== DATA EXCERPTS ==

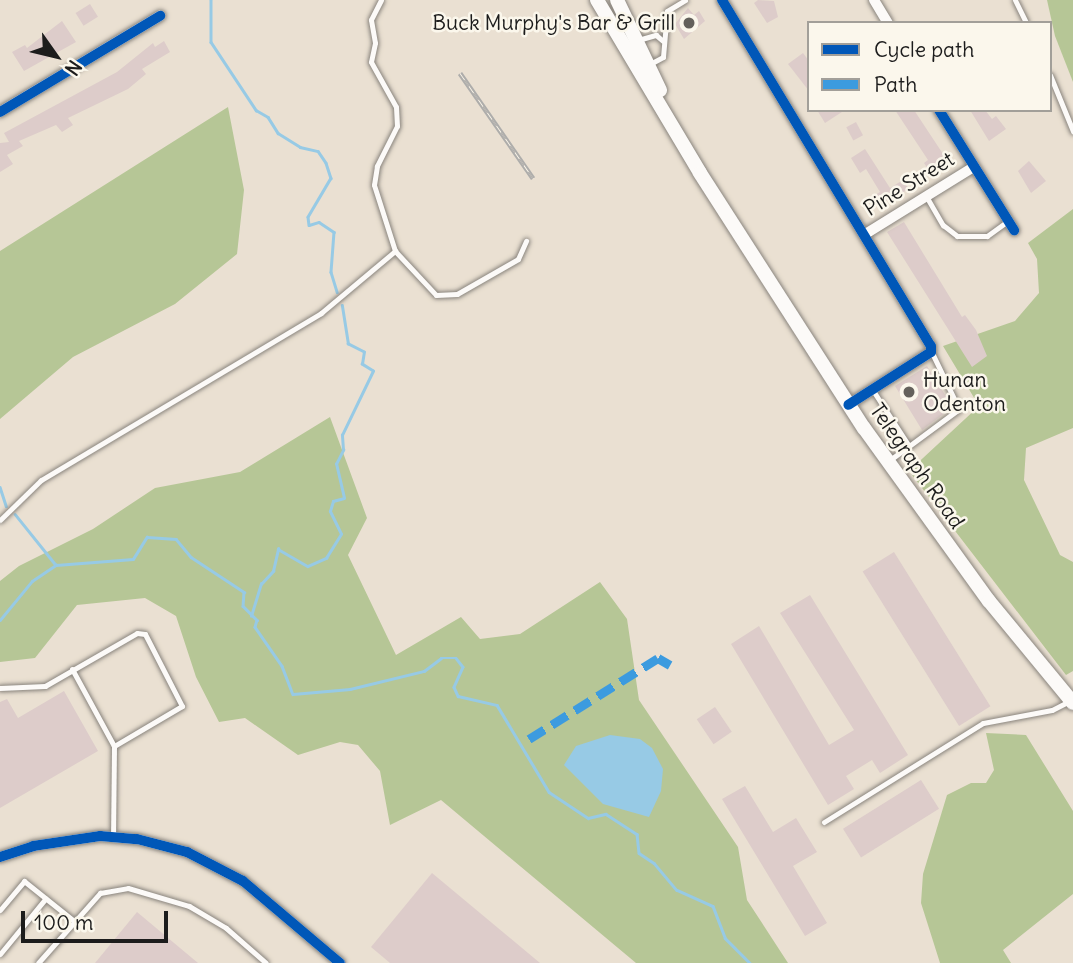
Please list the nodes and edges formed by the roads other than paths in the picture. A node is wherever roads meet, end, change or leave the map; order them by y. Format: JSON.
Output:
{"nodes":[{"id":1,"x":381,"y":0,"type":"edge"},
{"id":2,"x":597,"y":0,"type":"edge"},
{"id":3,"x":617,"y":0,"type":"edge"},
{"id":4,"x":685,"y":0,"type":"edge"},
{"id":5,"x":722,"y":0,"type":"edge"},
{"id":6,"x":874,"y":0,"type":"edge"},
{"id":7,"x":1015,"y":0,"type":"edge"},
{"id":8,"x":160,"y":16,"type":"dead end"},
{"id":9,"x":887,"y":21,"type":"edge"},
{"id":10,"x":1025,"y":21,"type":"edge"},
{"id":11,"x":637,"y":41,"type":"junction"},
{"id":12,"x":663,"y":41,"type":"junction"},
{"id":13,"x":648,"y":65,"type":"junction"},
{"id":14,"x":1052,"y":80,"type":"edge"},
{"id":15,"x":0,"y":112,"type":"edge"},
{"id":16,"x":940,"y":112,"type":"edge"},
{"id":17,"x":1073,"y":131,"type":"edge"},
{"id":18,"x":972,"y":168,"type":"junction"},
{"id":19,"x":700,"y":173,"type":"junction"},
{"id":20,"x":926,"y":196,"type":"junction"},
{"id":21,"x":1011,"y":226,"type":"joint"},
{"id":22,"x":867,"y":233,"type":"junction"},
{"id":23,"x":526,"y":241,"type":"dead end"},
{"id":24,"x":395,"y":251,"type":"junction"},
{"id":25,"x":931,"y":349,"type":"junction"},
{"id":26,"x":872,"y":389,"type":"junction"},
{"id":27,"x":848,"y":405,"type":"junction"},
{"id":28,"x":909,"y":446,"type":"junction"},
{"id":29,"x":887,"y":462,"type":"junction"},
{"id":30,"x":0,"y":520,"type":"edge"},
{"id":31,"x":72,"y":669,"type":"junction"},
{"id":32,"x":0,"y":688,"type":"edge"},
{"id":33,"x":1072,"y":701,"type":"edge"},
{"id":34,"x":114,"y":746,"type":"junction"},
{"id":35,"x":824,"y":822,"type":"dead end"},
{"id":36,"x":113,"y":837,"type":"junction"},
{"id":37,"x":0,"y":857,"type":"edge"},
{"id":38,"x":46,"y":898,"type":"junction"},
{"id":39,"x":0,"y":909,"type":"edge"},
{"id":40,"x":74,"y":921,"type":"junction"},
{"id":41,"x":0,"y":954,"type":"edge"},
{"id":42,"x":38,"y":963,"type":"edge"},
{"id":43,"x":266,"y":963,"type":"edge"},
{"id":44,"x":340,"y":963,"type":"edge"}],
"edges":[{"from":1,"to":24,"type":"lane"},
{"from":2,"to":19,"type":"main road","name":"Telegraph Road"},
{"from":3,"to":11,"type":"main road","name":"Telegraph Road"},
{"from":4,"to":12,"type":"lane"},
{"from":5,"to":22,"type":"street"},
{"from":6,"to":9,"type":"street"},
{"from":7,"to":10,"type":"lane"},
{"from":8,"to":15,"type":"street"},
{"from":11,"to":12,"type":"lane"},
{"from":11,"to":13,"type":"main road","name":"Telegraph Road"},
{"from":12,"to":13,"type":"lane"},
{"from":13,"to":19,"type":"main road","name":"Telegraph Road"},
{"from":14,"to":17,"type":"lane"},
{"from":16,"to":18,"type":"street"},
{"from":18,"to":20,"type":"street","name":"Pine Street"},
{"from":18,"to":21,"type":"street"},
{"from":19,"to":27,"type":"main road","name":"Telegraph Road"},
{"from":20,"to":21,"type":"lane"},
{"from":20,"to":22,"type":"street","name":"Pine Street"},
{"from":22,"to":25,"type":"street"},
{"from":23,"to":24,"type":"lane"},
{"from":24,"to":30,"type":"lane"},
{"from":25,"to":26,"type":"street"},
{"from":25,"to":28,"type":"lane"},
{"from":26,"to":27,"type":"street"},
{"from":26,"to":28,"type":"lane"},
{"from":27,"to":29,"type":"main road","name":"Telegraph Road"},
{"from":28,"to":29,"type":"lane"},
{"from":29,"to":33,"type":"main road","name":"Telegraph Road"},
{"from":31,"to":32,"type":"lane"},
{"from":31,"to":34,"type":"lane"},
{"from":31,"to":34,"type":"lane"},
{"from":33,"to":35,"type":"lane"},
{"from":34,"to":36,"type":"lane"},
{"from":36,"to":37,"type":"street"},
{"from":36,"to":44,"type":"street"},
{"from":38,"to":39,"type":"lane"},
{"from":38,"to":40,"type":"lane"},
{"from":38,"to":41,"type":"lane"},
{"from":40,"to":42,"type":"lane"},
{"from":40,"to":43,"type":"lane"}]}
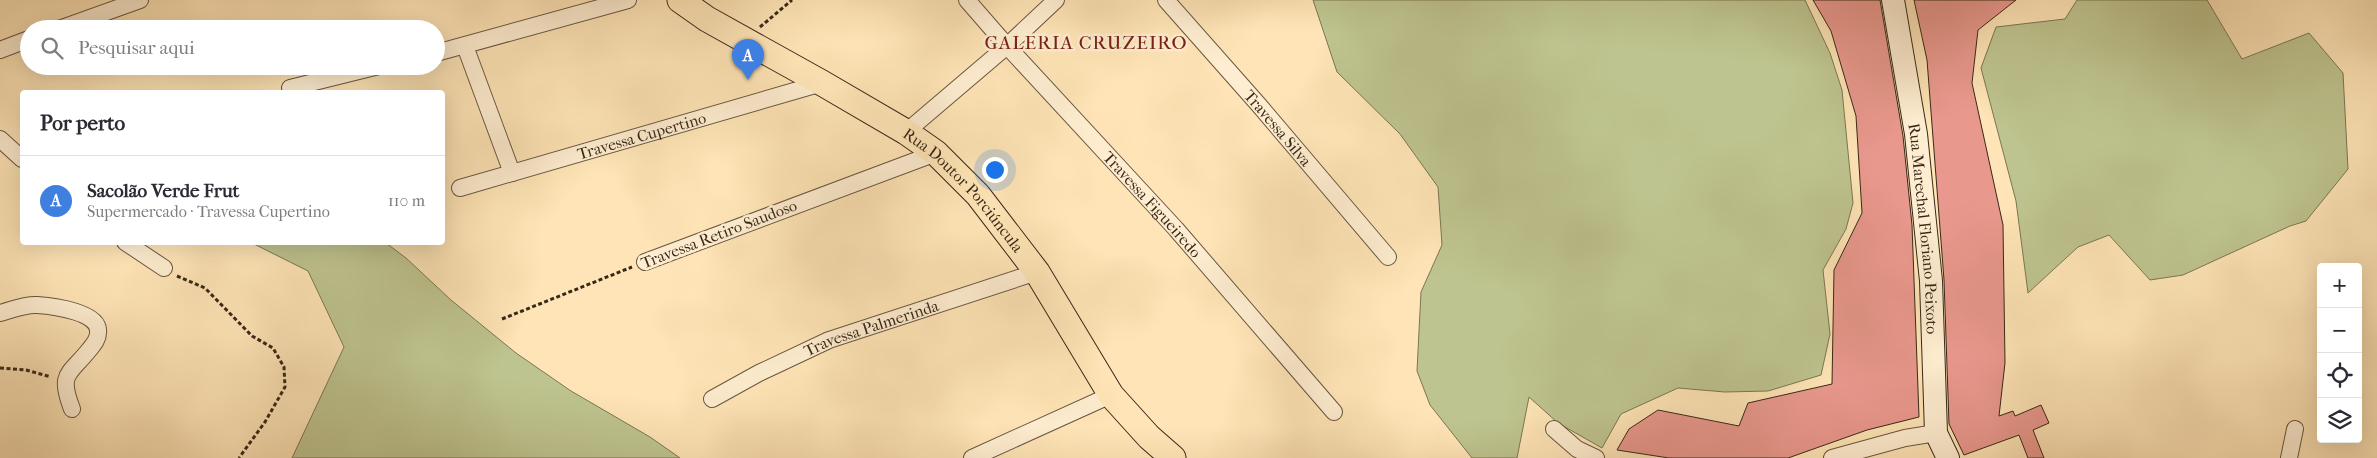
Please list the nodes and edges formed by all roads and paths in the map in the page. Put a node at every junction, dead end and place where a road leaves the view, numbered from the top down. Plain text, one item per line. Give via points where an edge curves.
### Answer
1 (140, 0) edge
2 (628, 0) edge
3 (680, 0) edge
4 (792, 0) edge
5 (967, 0) edge
6 (1056, 0) edge
7 (1166, 0) edge
8 (1893, 0) edge
9 (84, 20) edge
10 (745, 40) junction
11 (20, 42) edge
12 (465, 46) junction
13 (1007, 46) junction
14 (0, 50) edge
15 (445, 50) edge
16 (343, 75) edge
17 (822, 82) junction
18 (290, 88) dead end
19 (906, 132) junction
20 (0, 139) edge
21 (936, 153) junction
22 (20, 157) edge
23 (512, 173) junction
24 (460, 188) dead end
25 (130, 245) edge
26 (1388, 257) dead end
27 (645, 262) joint
28 (164, 268) joint
29 (1037, 272) junction
30 (0, 313) edge
31 (502, 319) dead end
32 (0, 368) edge
33 (64, 381) junction
34 (1111, 395) junction
35 (712, 398) dead end
36 (72, 409) dead end
37 (1334, 412) dead end
38 (2295, 428) dead end
39 (1554, 429) dead end
40 (1936, 433) junction
41 (239, 458) edge
42 (972, 458) edge
43 (1173, 458) edge
44 (1596, 458) edge
45 (1832, 458) edge
46 (1948, 458) edge
47 (2289, 458) edge

1 - 9 street
2 - 12 street
3 - 10 main road, Rua Doutor Porciúncula
4 - 10 path
5 - 13 street, Travessa Figueiredo
6 - 13 street
7 - 26 street, Travessa Silva
8 - 40 main road, Rua Marechal Floriano Peixoto via 1916,134 1931,281
10 - 17 main road, Rua Doutor Porciúncula
11 - 14 street
12 - 15 street
12 - 23 street
13 - 19 street
13 - 37 street, Travessa Figueiredo via 1176,229
16 - 18 street
17 - 19 main road, Rua Doutor Porciúncula
17 - 23 street, Travessa Cupertino
19 - 21 main road, Rua Doutor Porciúncula
20 - 22 street
21 - 27 street, Travessa Retiro Saudoso
21 - 29 main road, Rua Doutor Porciúncula via 978,195
23 - 24 street, Travessa Cupertino
25 - 28 street
27 - 31 path, Travessa Retiro Saudoso
28 - 41 path via 205,288 252,336 273,348 284,367 285,387
29 - 34 main road, Rua Doutor Porciúncula
29 - 35 street, Travessa Palmerinda via 829,340
30 - 33 street via 37,305 70,311 94,320 99,332 95,342
32 - 33 path via 26,370
33 - 36 street
34 - 42 street
34 - 43 main road, Rua Doutor Porciúncula via 1148,438
38 - 47 street
39 - 44 street via 1577,449
40 - 45 street
40 - 46 main road, Rua Marechal Floriano Peixoto

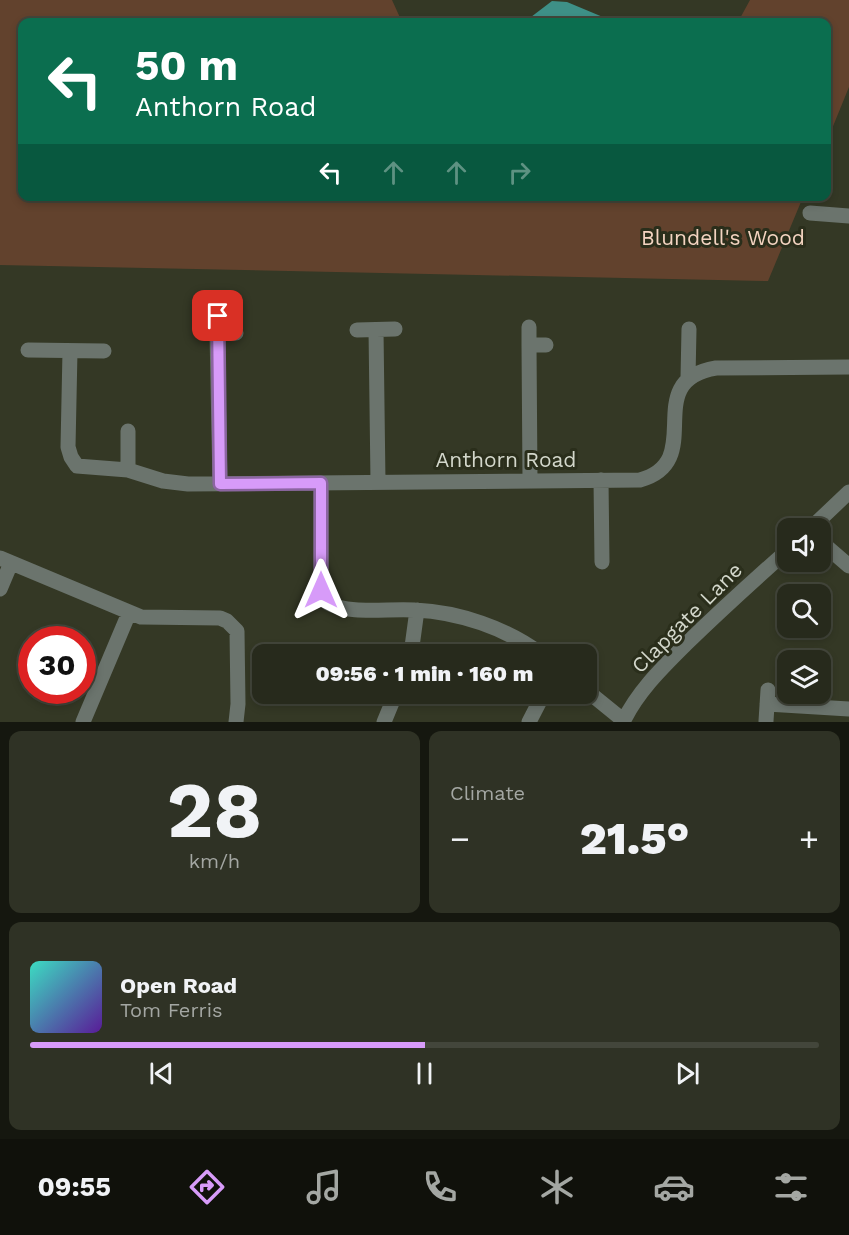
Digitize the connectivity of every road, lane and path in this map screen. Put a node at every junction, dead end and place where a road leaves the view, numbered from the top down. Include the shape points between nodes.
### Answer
1 (818, 208) dead end
2 (849, 216) edge
3 (218, 316) dead end
4 (528, 327) dead end
5 (689, 328) dead end
6 (395, 329) dead end
7 (357, 330) dead end
8 (376, 330) junction
9 (217, 333) junction
10 (236, 333) dead end
11 (529, 345) junction
12 (546, 345) dead end
13 (28, 350) dead end
14 (70, 351) junction
15 (104, 351) dead end
16 (849, 367) edge
17 (688, 378) junction
18 (128, 431) dead end
19 (128, 470) junction
20 (530, 480) junction
21 (601, 480) junction
22 (378, 482) junction
23 (321, 483) junction
24 (220, 484) junction
25 (849, 492) edge
26 (822, 518) edge
27 (831, 550) edge
28 (777, 560) edge
29 (5, 561) edge
30 (602, 562) dead end
31 (849, 566) edge
32 (0, 589) edge
33 (417, 610) junction
34 (129, 614) junction
35 (412, 644) edge
36 (525, 644) edge
37 (597, 699) edge
38 (391, 704) edge
39 (538, 704) edge
40 (849, 709) edge
41 (623, 721) edge
42 (766, 721) edge
43 (83, 722) edge
44 (236, 722) edge
45 (384, 722) edge
46 (529, 722) edge

1 - 2 street
3 - 9 street
4 - 11 street
5 - 17 street
6 - 8 street
7 - 8 street
8 - 22 street
9 - 10 street
9 - 24 street
11 - 12 street
11 - 20 street
13 - 14 street
14 - 15 street
14 - 19 street, Anthorn Road via 70,458 77,466
16 - 17 street via 716,368
17 - 21 street, Anthorn Road via 675,403 675,446 663,468 640,480
18 - 19 street
19 - 24 street, Anthorn Road via 164,481
20 - 21 street, Anthorn Road
20 - 22 street, Anthorn Road
21 - 30 street via 594,545
22 - 23 street, Anthorn Road
23 - 24 street, Anthorn Road
23 - 33 street via 321,590 327,603 341,608
25 - 26 street
27 - 31 street
28 - 41 street, Clapgate Lane via 661,669
29 - 32 street
29 - 34 street
33 - 35 street
33 - 36 street via 484,624
34 - 43 street
34 - 44 street via 155,619 220,618 233,625 237,631
37 - 41 street
38 - 45 street
39 - 46 street
40 - 42 street via 768,697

===

YOUR ASSIGNMENT →
Your answer should be a single number: the count of lines in the material above that contain "Peixoto".

RESULT →
2